On Tue, Feb 24, 2009 at 2:05 PM, Daniel Burrows <dburrows@debian.org> wrote:
> On Tue, Feb 24, 2009 at 12:28:38PM +0000, Aneurin Price <aneurin.price@gmail.com> was heard to say:
>> To expand upon this, I believe the OP's situation is some behaviour I've
>> also seen, which seemed odd until I thought about it and couldn't actually
>> come up with a better way:
>
>  I'm pretty sure this is different -- I was talking about the
> situation of "A Depends: B | C".  People sometimes think that if both
> B and C are installed, aptitude should guess which one they don't want
> and remove it.
>

Hmm, what happens in the case that exactly one of B or C is marked auto?

>> Assume you have aptitude set not to install recommends automatically.
>
>  How did you do that?  Just from the internal options menu?
>

Yes, as I recall. Maybe tweaked a config file but I guess that's equivalent.

>> It's annoying because it means that install and purge are not symmetric
>> operations, and I initially felt (in the case where aptitude is set no to
>> install recommends) that aptitude should remove packages marked as
>> automatically installed when no packages depend on them. However, this
>> could have the effect of causing half the system to be uninstalled when
>> aptitude is changed from 'install recommends' to 'ignore recommends', so I
>> presume that's why it's not done. For all I know there's a setting
>> somewhere to make it do this :P.
>
>  The setting is Aptitude::Keep-Recommends.  But in fact, this isn't
> enabled by default, although passing --without-recommends on the
> command-line enables it automatically for exactly the reason you pointed
> out.
>

I read that as saying that setting the option from the preferences menu,
rather than the command-line, will *not* automatically enable
Aptitude::Keep-Recommends. Is that correct?

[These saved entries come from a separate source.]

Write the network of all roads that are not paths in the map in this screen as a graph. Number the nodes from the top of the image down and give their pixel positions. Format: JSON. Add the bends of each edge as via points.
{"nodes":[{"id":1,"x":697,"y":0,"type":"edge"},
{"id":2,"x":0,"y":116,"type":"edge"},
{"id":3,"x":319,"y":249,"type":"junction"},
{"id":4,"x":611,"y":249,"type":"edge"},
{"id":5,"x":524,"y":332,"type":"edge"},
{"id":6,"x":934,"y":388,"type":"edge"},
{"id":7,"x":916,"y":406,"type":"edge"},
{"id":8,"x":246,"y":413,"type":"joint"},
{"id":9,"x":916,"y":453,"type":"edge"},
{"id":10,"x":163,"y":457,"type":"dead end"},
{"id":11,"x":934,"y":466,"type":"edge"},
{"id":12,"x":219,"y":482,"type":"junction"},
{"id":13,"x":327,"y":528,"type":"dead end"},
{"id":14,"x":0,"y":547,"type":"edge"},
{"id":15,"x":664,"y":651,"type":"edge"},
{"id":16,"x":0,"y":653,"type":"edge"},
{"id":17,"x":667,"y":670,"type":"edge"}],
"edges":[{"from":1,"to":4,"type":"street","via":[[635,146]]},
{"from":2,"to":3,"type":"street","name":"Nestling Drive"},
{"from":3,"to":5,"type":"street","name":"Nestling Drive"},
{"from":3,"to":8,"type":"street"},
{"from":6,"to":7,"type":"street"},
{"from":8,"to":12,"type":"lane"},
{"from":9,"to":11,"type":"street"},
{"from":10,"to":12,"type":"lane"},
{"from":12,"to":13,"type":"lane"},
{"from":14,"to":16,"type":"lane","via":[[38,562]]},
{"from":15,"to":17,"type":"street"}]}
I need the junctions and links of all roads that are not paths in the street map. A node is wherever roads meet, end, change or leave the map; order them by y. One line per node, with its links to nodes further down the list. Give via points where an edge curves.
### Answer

>  Another problem is that aptitude now uses apt for the autoremove
> stuff, so the variables that control that keep changing and I don't
> always find out / remember the new names.  e.g., I just (re)discovered
> "Apt::AutoRemove::RecommendsImportant", which has more or less the same
> effect as Aptitude::Keep-Recommends, and also defaults to "true".  To
> make aptitude actually remove recommended packages, you need to set that
> to "false" along with Keep-Recommends.

Possibly this is the root of it then. Either way it's not a big enough
issue that I can be bothered to look into it, to be honest.